The tangent linear model is evaluated w.r.t. the control on a vector m_dot, around the last supplied value of the control.
- Parameters:
m_dot ([pyadjoint.OverloadedType]) – The direction in which to compute the action of the tangent linear model.
- Returns:
- The action of the tangent linear model in the direction m_dot.
Should be an instance of the same type as the functional.
- Return type:
- hessian(m_dot: OverloadedType, hessian_input: OverloadedType | None = None, evaluate_tlm: bool = True, apply_riesz: bool = False)¶
Returns the action of the Hessian of the functional w.r.t. the control on a vector m_dot.
Using the second-order adjoint method, the action of the Hessian of the functional with respect to the control, around the last supplied value of the control, is computed and returned.
- Parameters:
m_dot – The direction in which to compute the action of the Hessian.
- Returns:
The action of the Hessian in the direction m_dot. Should be an instance of the same type as the control.
- Return type:
- recording_stages(sequential=True, nstages=None, **stage_kwargs)¶
- class fdvar.wc4dvar_reduced_functional.WC4DVarObservationStageSequence(controls: Control, global_index: int, observation_index: int, stage_kwargs: dict = None)¶
Bases:
object
- class fdvar.wc4dvar_reduced_functional.WC4DVarObservationStage(control: Control, local_index: int | None = None, global_index: int | None = None, observation_index: int | None = None)¶
Bases:
objectA single stage for weak constraint 4DVar at the time of state.
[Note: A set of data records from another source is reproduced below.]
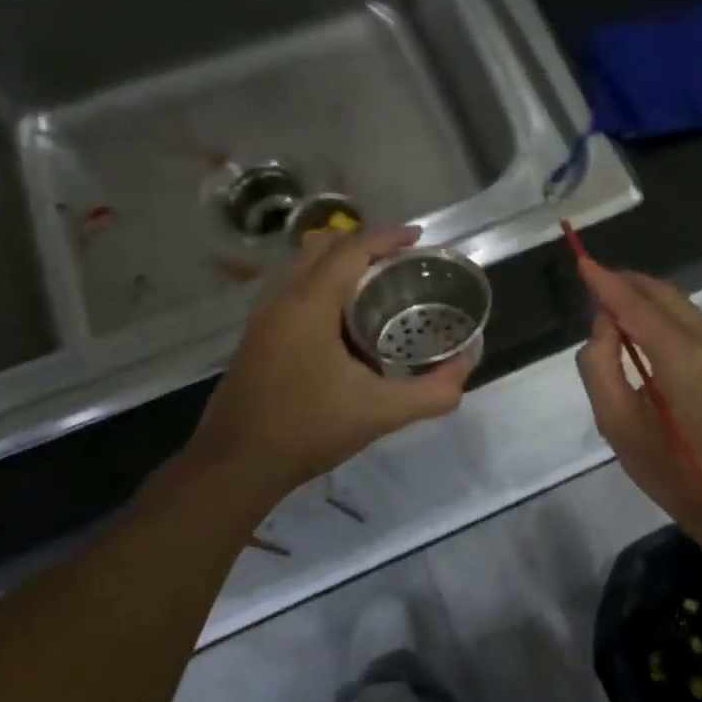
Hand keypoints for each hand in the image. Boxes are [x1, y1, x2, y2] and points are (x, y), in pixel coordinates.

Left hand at [179, 226, 470, 498]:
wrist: (236, 465)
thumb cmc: (308, 429)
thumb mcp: (381, 412)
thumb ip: (432, 392)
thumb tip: (465, 368)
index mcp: (309, 305)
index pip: (351, 250)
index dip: (387, 237)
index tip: (419, 237)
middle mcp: (281, 299)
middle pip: (322, 248)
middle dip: (363, 244)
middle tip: (400, 259)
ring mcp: (262, 318)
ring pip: (301, 267)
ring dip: (338, 263)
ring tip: (374, 282)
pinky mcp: (255, 338)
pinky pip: (291, 289)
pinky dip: (320, 284)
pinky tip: (341, 319)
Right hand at [575, 259, 701, 533]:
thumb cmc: (669, 469)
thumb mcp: (616, 423)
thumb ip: (600, 365)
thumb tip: (603, 324)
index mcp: (680, 356)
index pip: (634, 304)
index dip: (605, 281)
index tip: (580, 260)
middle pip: (659, 293)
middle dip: (624, 284)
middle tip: (590, 287)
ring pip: (676, 301)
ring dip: (642, 297)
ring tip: (609, 308)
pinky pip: (688, 317)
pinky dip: (660, 312)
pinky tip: (640, 328)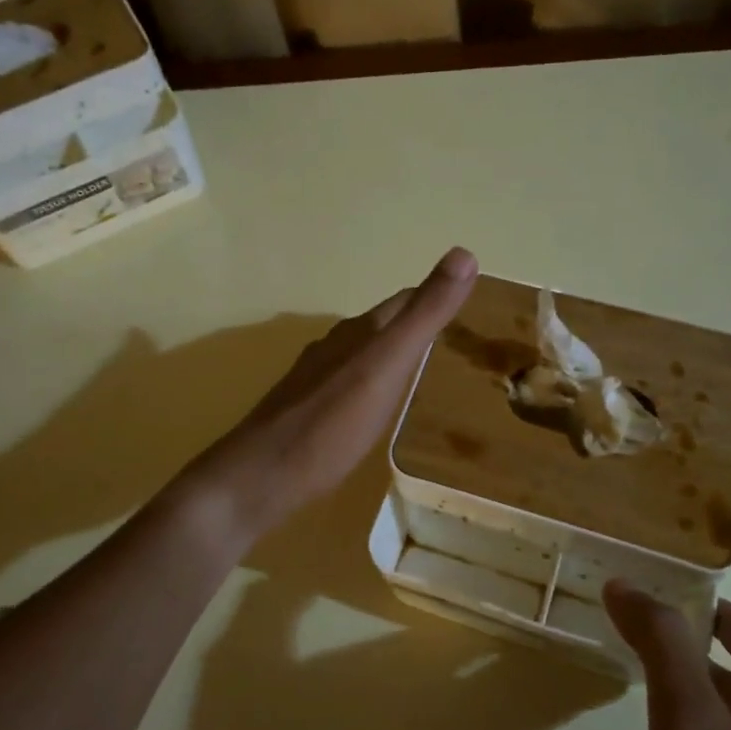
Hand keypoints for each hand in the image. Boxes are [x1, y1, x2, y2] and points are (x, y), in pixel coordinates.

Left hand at [184, 247, 478, 545]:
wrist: (261, 476)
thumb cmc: (331, 424)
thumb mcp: (387, 365)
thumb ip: (425, 315)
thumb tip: (465, 253)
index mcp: (359, 332)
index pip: (405, 300)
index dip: (436, 297)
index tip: (469, 304)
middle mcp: (335, 346)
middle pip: (383, 325)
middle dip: (416, 326)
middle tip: (454, 341)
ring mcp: (315, 377)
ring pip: (363, 353)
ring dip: (392, 355)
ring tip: (422, 372)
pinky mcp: (305, 407)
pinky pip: (348, 382)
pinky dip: (371, 383)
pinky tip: (375, 405)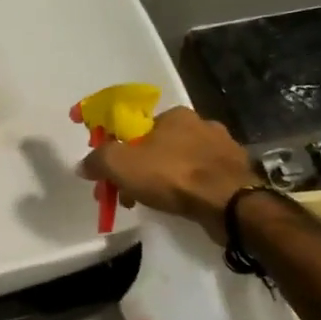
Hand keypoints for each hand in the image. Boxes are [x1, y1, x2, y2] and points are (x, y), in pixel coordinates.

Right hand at [78, 106, 253, 228]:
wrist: (230, 204)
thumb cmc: (173, 175)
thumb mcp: (121, 164)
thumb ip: (98, 160)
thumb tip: (84, 164)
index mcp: (175, 114)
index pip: (137, 126)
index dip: (117, 147)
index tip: (109, 170)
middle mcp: (201, 124)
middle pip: (157, 145)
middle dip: (137, 168)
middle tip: (125, 193)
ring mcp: (223, 149)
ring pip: (179, 163)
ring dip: (161, 180)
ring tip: (150, 203)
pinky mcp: (236, 173)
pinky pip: (201, 179)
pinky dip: (186, 190)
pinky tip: (179, 205)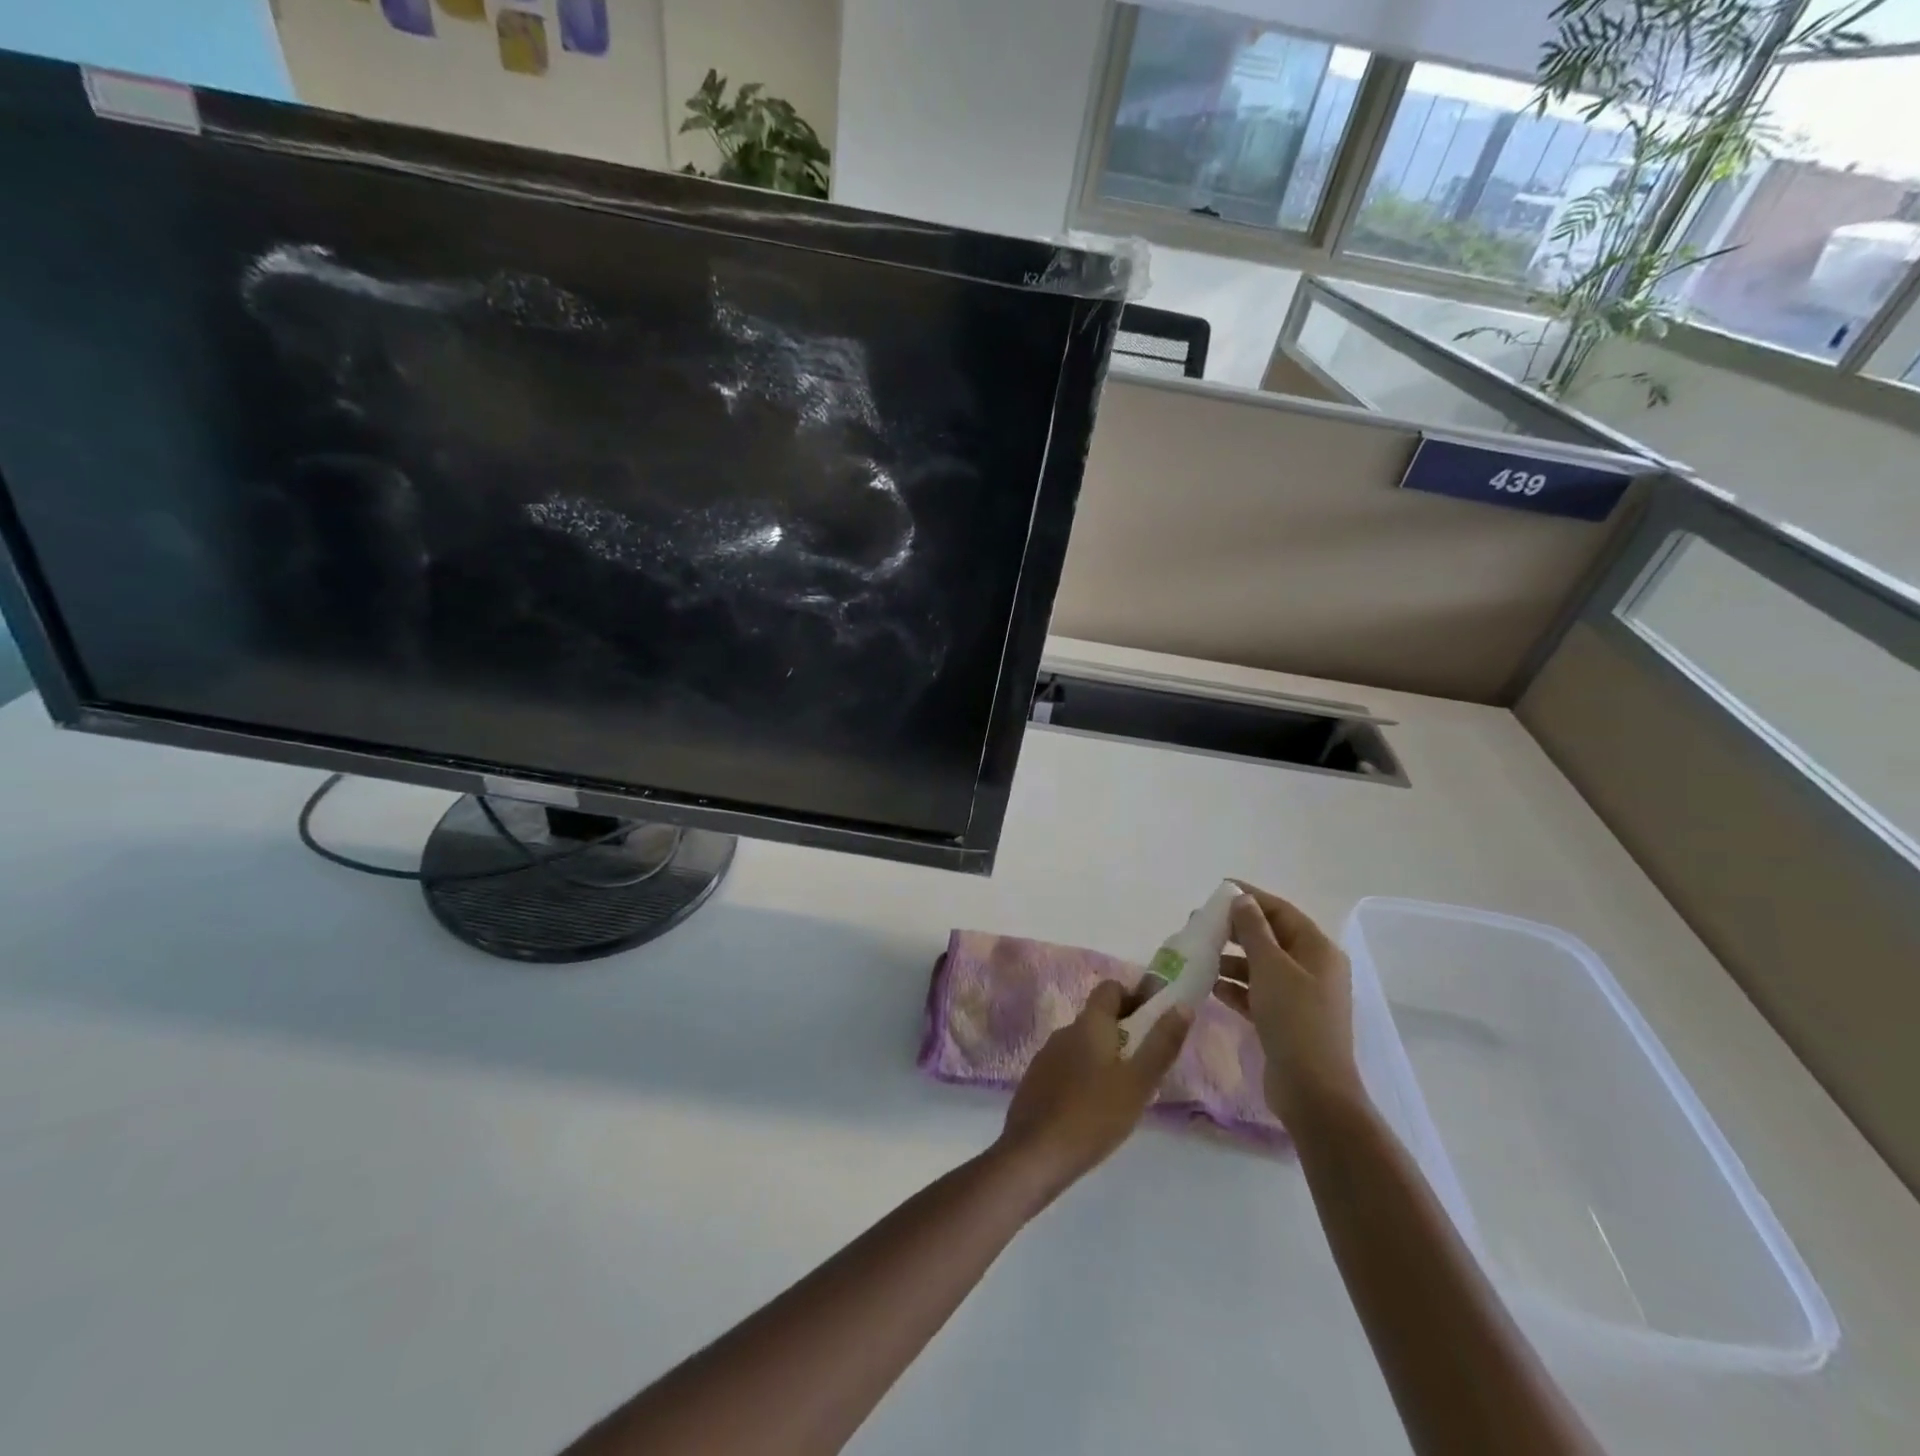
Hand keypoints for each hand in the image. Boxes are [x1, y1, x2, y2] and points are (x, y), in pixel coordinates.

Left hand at [996, 981, 1190, 1201]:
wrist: (1034, 1154)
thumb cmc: (1093, 1115)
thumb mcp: (1138, 1083)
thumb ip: (1161, 1044)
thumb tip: (1182, 1005)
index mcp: (1088, 1024)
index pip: (1110, 989)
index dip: (1134, 996)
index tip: (1154, 1020)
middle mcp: (1064, 1031)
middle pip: (1097, 1017)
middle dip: (1124, 1030)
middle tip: (1147, 1062)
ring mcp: (1046, 1056)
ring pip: (1083, 1043)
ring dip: (1105, 1054)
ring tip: (1125, 1088)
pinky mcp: (1036, 1080)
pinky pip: (1067, 1066)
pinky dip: (1085, 1074)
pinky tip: (1095, 1107)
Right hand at [1215, 885, 1362, 1125]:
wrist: (1312, 1091)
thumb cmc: (1294, 1020)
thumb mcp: (1270, 968)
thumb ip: (1253, 930)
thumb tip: (1241, 899)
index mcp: (1318, 950)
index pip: (1281, 911)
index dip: (1250, 897)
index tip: (1217, 889)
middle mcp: (1313, 969)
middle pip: (1271, 937)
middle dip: (1236, 929)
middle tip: (1200, 923)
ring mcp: (1301, 997)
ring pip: (1261, 966)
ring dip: (1232, 958)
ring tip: (1199, 954)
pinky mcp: (1286, 1020)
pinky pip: (1257, 992)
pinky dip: (1236, 986)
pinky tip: (1210, 985)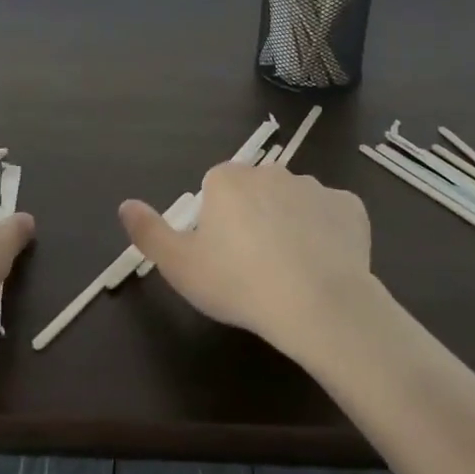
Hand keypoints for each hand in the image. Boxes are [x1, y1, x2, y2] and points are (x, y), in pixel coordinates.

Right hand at [118, 161, 374, 354]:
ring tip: (294, 273)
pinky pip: (333, 217)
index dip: (218, 227)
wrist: (318, 303)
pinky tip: (326, 266)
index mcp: (227, 179)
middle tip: (256, 268)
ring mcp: (314, 186)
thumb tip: (125, 204)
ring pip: (295, 204)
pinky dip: (329, 235)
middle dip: (255, 221)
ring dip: (292, 226)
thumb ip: (149, 232)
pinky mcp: (350, 206)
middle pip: (256, 194)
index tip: (224, 260)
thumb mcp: (180, 266)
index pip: (216, 193)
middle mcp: (270, 170)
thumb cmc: (239, 283)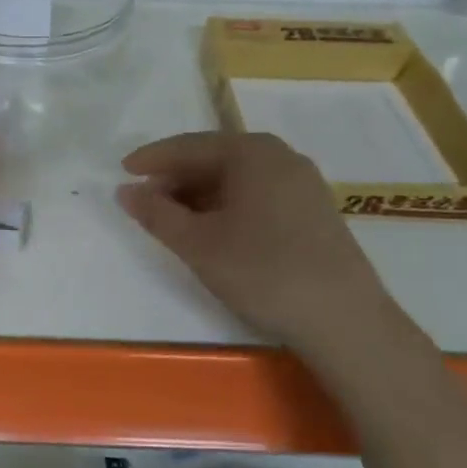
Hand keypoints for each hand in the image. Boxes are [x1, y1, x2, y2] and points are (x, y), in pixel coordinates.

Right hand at [116, 132, 412, 366]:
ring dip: (201, 194)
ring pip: (238, 178)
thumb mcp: (197, 244)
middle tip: (145, 201)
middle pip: (215, 158)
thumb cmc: (262, 272)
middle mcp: (280, 156)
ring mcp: (303, 182)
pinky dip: (229, 205)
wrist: (344, 321)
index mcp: (251, 152)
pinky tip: (215, 230)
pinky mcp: (315, 209)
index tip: (122, 172)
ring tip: (174, 219)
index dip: (152, 159)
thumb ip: (156, 213)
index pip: (189, 146)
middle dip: (176, 178)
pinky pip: (259, 193)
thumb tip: (125, 191)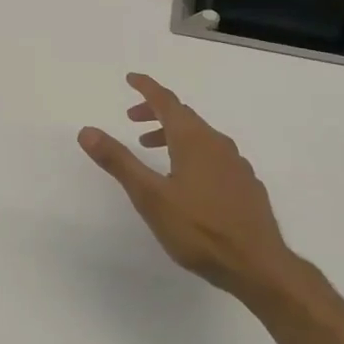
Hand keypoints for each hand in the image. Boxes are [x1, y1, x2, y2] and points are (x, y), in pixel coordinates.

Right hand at [79, 74, 319, 308]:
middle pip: (185, 117)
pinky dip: (193, 153)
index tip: (131, 78)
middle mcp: (218, 144)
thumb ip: (119, 161)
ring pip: (201, 137)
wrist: (256, 264)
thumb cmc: (198, 229)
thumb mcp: (150, 196)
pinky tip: (187, 178)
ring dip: (173, 135)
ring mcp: (236, 165)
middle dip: (156, 112)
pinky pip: (214, 155)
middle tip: (131, 119)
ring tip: (152, 149)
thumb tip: (87, 130)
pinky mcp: (245, 185)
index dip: (147, 88)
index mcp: (194, 141)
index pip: (167, 102)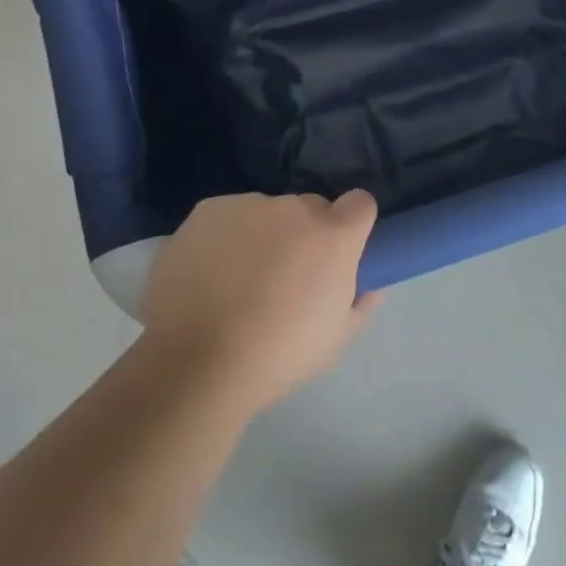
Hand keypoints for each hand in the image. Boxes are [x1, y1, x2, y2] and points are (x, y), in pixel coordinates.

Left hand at [140, 191, 380, 411]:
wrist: (194, 361)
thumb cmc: (277, 357)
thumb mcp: (334, 341)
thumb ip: (359, 304)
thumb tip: (371, 287)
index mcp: (332, 236)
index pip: (360, 203)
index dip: (352, 225)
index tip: (339, 250)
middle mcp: (293, 208)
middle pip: (309, 208)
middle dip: (305, 234)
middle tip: (285, 276)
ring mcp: (247, 205)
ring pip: (266, 212)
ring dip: (263, 234)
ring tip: (238, 279)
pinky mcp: (207, 210)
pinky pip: (228, 217)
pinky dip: (226, 237)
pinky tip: (208, 273)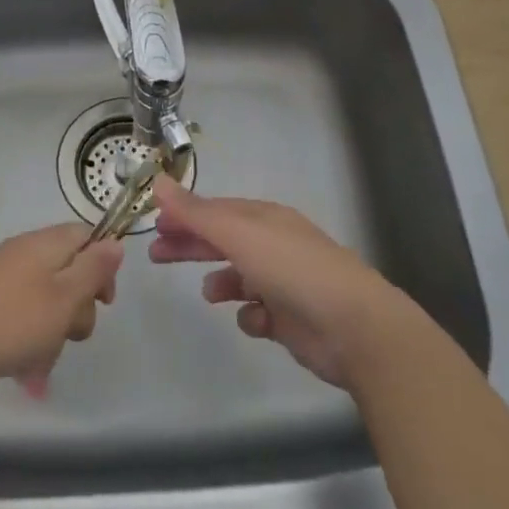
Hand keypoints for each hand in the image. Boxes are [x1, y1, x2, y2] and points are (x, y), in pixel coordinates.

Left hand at [0, 223, 122, 399]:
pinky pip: (20, 319)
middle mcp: (24, 254)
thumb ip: (93, 270)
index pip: (87, 236)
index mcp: (45, 244)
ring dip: (52, 333)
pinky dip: (28, 342)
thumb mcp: (63, 298)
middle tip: (70, 334)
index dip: (103, 266)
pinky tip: (23, 371)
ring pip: (46, 302)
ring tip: (41, 362)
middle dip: (77, 309)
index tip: (104, 301)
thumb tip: (115, 243)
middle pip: (68, 273)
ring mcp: (1, 280)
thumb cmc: (9, 321)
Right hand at [148, 175, 417, 389]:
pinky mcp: (292, 319)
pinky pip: (259, 313)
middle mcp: (275, 245)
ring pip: (241, 277)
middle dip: (191, 245)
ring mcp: (285, 282)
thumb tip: (158, 182)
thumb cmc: (292, 269)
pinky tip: (255, 319)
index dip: (184, 215)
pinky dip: (251, 315)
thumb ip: (195, 212)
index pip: (216, 210)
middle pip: (223, 240)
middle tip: (156, 255)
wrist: (354, 327)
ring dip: (221, 282)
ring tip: (209, 294)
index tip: (155, 226)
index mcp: (265, 219)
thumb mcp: (238, 233)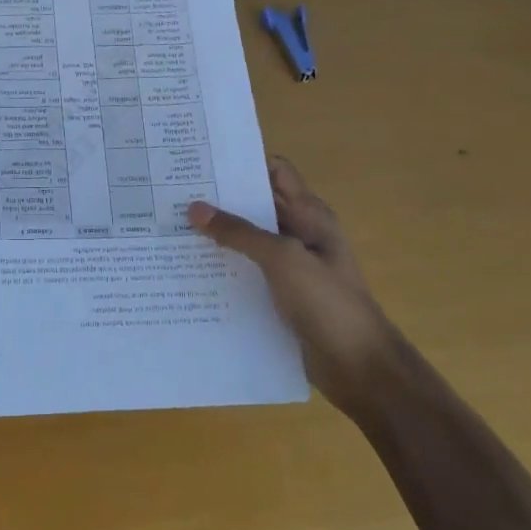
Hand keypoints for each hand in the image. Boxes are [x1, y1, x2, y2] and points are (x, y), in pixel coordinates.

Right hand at [188, 156, 401, 412]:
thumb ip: (239, 232)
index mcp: (310, 214)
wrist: (360, 368)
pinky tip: (189, 269)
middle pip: (255, 204)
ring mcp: (289, 265)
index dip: (242, 162)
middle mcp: (298, 233)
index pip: (274, 171)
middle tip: (171, 194)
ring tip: (169, 228)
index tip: (200, 161)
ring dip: (216, 235)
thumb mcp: (282, 259)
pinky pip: (245, 270)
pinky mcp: (279, 294)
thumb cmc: (327, 303)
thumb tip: (194, 208)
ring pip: (246, 239)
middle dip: (218, 198)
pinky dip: (222, 266)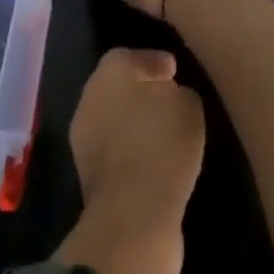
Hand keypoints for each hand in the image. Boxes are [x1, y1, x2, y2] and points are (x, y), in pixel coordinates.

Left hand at [59, 47, 205, 273]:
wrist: (133, 216)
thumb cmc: (161, 144)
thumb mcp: (188, 106)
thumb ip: (178, 94)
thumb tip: (170, 99)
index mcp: (109, 74)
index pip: (127, 57)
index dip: (152, 61)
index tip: (174, 71)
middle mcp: (90, 102)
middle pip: (117, 88)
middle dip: (142, 92)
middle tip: (171, 99)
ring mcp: (85, 144)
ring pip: (115, 122)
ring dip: (137, 125)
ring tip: (169, 133)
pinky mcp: (90, 181)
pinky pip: (117, 155)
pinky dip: (135, 154)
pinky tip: (159, 162)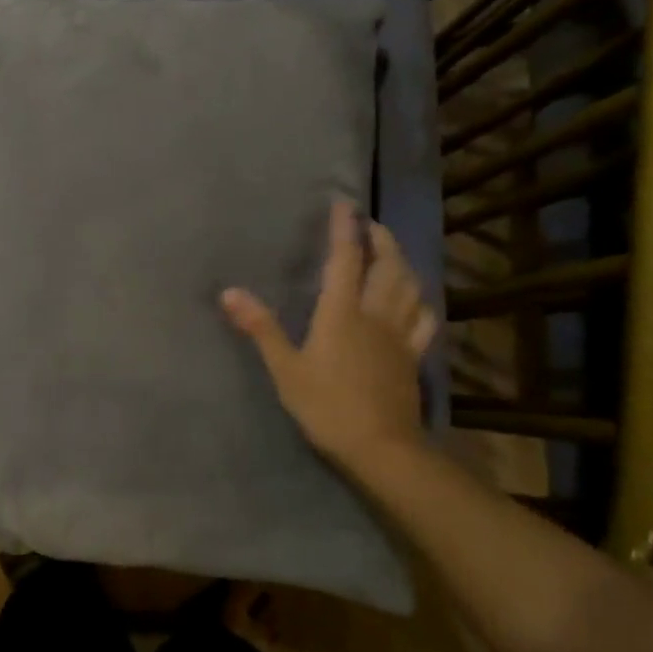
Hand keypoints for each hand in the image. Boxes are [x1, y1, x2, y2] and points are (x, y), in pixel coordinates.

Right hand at [221, 199, 436, 472]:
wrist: (380, 448)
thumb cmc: (326, 406)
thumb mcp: (285, 369)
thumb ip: (260, 328)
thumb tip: (228, 292)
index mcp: (341, 313)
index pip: (345, 259)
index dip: (344, 229)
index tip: (344, 203)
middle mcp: (375, 314)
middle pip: (387, 265)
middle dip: (380, 238)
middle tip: (369, 224)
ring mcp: (399, 335)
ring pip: (410, 287)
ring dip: (402, 262)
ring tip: (392, 253)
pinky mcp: (412, 357)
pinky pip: (424, 320)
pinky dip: (421, 301)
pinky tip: (417, 299)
Records the time propagator from the control at the beginning of the stage, and the model and observation errors at the end of the stage.
- Parameters:
control – The control x_{i-1} at the beginning of the stage
local_index – The index of this stage in the timeseries on the local ensemble member.
global_index – The index of this stage in the global timeseries.
observation_index – The index of the observation at the end of this stage in the global timeseries. May be different from global_index if an observation is taken at the initial time.
- set_observation(state: OverloadedType, observation_error: Callable[[OverloadedType], OverloadedType], observation_covariance: CovarianceOperatorBase, forward_model_covariance: CovarianceOperatorBase)¶
Record an observation at the time of state.
- Parameters:
state – The state at the current observation time.
observation_error – Given a state \(x\), returns the observations error \(y_{i} - \mathcal{H}_{i}(x)\) where \(y_{i}\) are the observations at the current observation time and \(\mathcal{H}_{i}\) is the observation operator for the current observation time.
observation_covariance – The inner product to calculate the observation error functional from the observation error \(y_{i} - \mathcal{H}_{i}(x)\). Can include the error covariance matrix.
forward_model_covariance – The inner product to calculate the model error functional from the model error \(x_{i} - \mathcal{M}_{i}(x_{i-1})\). Can include the error covariance matrix.